Do without a DB table - Githubissues

GoogleCodeExporter commented 9 years ago

Would it be feasible and pointful to remove the need for a database table and 
instead store the 
data in a crypted string stored in the HTML form?

Original issue reported on code.google.com by eallik on 12 Dec 2009 at 9:32

GoogleCodeExporter commented 9 years ago

This seems to make perfect sense, I'll give it a try when I find a moment.

Original comment by mbonetti on 12 Dec 2009 at 9:56

Changed state: Accepted
Added labels: Type-Enhancement
Removed labels: Type-Defect

GoogleCodeExporter commented 9 years ago

On hindsight this is harder than expected, but I'm not giving up :D

Original comment by mbonetti on 23 Jan 2010 at 11:33

GoogleCodeExporter commented 9 years ago

Interesting, what's making it harder? Just curious.

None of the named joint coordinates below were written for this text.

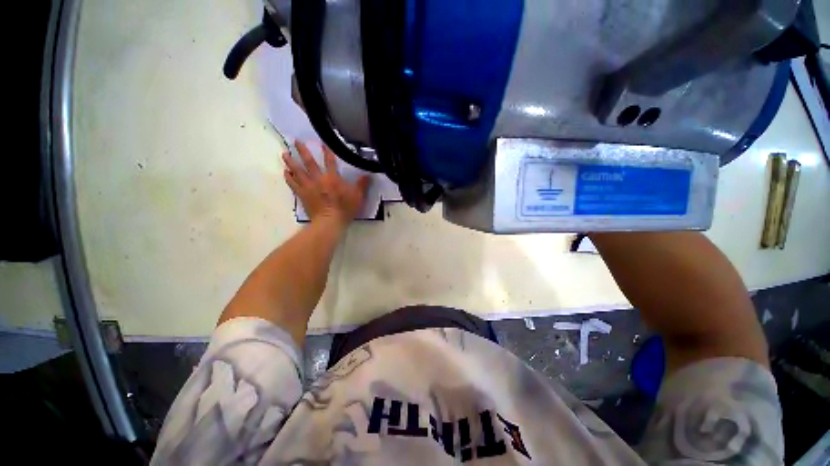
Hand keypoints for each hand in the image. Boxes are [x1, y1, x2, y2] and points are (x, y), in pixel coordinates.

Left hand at [283, 141, 370, 227]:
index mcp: (333, 178)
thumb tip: (368, 175)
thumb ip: (362, 185)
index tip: (322, 142)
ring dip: (291, 162)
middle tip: (296, 141)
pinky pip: (293, 184)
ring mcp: (308, 187)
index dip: (327, 151)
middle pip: (309, 163)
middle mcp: (319, 179)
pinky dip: (288, 178)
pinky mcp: (302, 195)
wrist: (329, 222)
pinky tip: (285, 172)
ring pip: (298, 171)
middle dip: (303, 151)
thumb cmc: (345, 209)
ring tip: (284, 154)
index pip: (330, 161)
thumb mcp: (358, 197)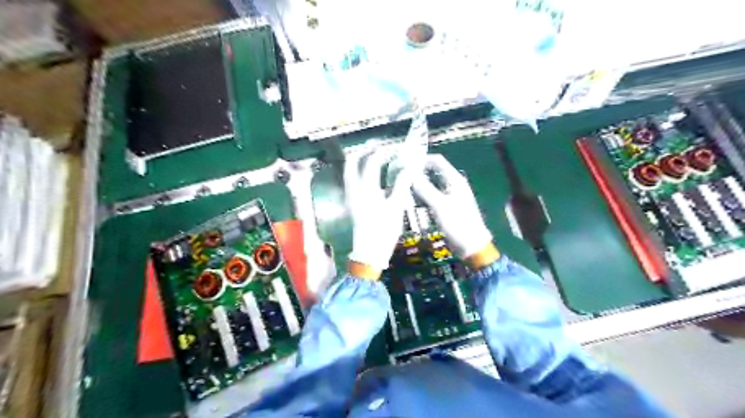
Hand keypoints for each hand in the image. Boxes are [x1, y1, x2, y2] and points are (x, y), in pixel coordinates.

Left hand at [344, 147, 412, 276]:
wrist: (369, 251)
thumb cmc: (383, 230)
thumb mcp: (396, 207)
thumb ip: (401, 184)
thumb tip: (408, 167)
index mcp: (365, 188)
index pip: (373, 161)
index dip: (385, 152)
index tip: (397, 149)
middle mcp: (353, 188)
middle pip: (353, 161)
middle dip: (365, 151)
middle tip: (379, 147)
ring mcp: (350, 195)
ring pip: (350, 170)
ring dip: (360, 160)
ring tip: (375, 157)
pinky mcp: (351, 202)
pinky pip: (351, 180)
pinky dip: (360, 172)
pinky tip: (372, 175)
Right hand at [410, 154, 496, 264]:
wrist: (471, 246)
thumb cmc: (457, 223)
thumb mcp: (439, 206)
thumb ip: (424, 189)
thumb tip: (409, 174)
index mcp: (454, 180)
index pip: (437, 161)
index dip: (422, 159)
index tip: (405, 163)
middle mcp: (452, 184)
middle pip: (433, 172)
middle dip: (417, 173)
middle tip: (400, 176)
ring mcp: (449, 196)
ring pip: (431, 185)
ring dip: (418, 185)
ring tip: (402, 187)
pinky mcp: (445, 206)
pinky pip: (431, 196)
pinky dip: (422, 196)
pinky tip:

Original comment by eallik on 23 Jan 2010 at 11:43

GoogleCodeExporter commented 9 years ago

Well, one challenge is to find a crypto function that is bundled with Python 
2.4+ (as we 
don't want to add a dependency on e.g. pycrypto) or come up with a python 
implementation of a two-way crypto function I could ship with the app.

I'm open to suggestions, though!

Original comment by mbonetti on 23 Jan 2010 at 11:51

GoogleCodeExporter commented 9 years ago

I'm personally incompetent when it comes to cryptography, but wouldn't a md5 
hash with salt suffice? Also, 
you could add a SIMPLE_CAPTCHA_CRYPTO setting that would override whatever is 
default. Doesn't captcha 
usually protect from generic bots anyway? And do generic bots generally have 
the ability to break encrypted 
form fields? They'd have to know what to look for anyway...

Original comment by eallik on 23 Jan 2010 at 3:34

GoogleCodeExporter commented 9 years ago

I'm afraid MD5 won't do, because we need a way of persisting the challenge & 
response between the moment the captcha is instantiated, displayed (a different 
view!) and finally validated.

MD5 is a one-way hashing function, i.e. it computes a hash of a given string, 
but 
there is no way of reversing the hash, so it'd be useless because we'd lose the 
challenge and response.

What we need is a full-blown crypto function that computes an encrypted version 
of 
challenge+response, that can be decrypted back by the image generating and 
captcha validating views.

Original comment by mbonetti on 23 Jan 2010 at 4:34

GoogleCodeExporter commented 9 years ago

http://dpaste.com/hold/149454/

Would that suffice?

Original comment by eallik on 23 Jan 2010 at 5:06

GoogleCodeExporter commented 9 years ago

Actually you should consider my last comment void and null :P

Original comment by eallik on 23 Jan 2010 at 5:23

GoogleCodeExporter commented 9 years ago

That isn't completely far off, the only problem is that the scheme is a bit too 
easy to 
break, and that the alphabet of the input doesn't seem to support unicode.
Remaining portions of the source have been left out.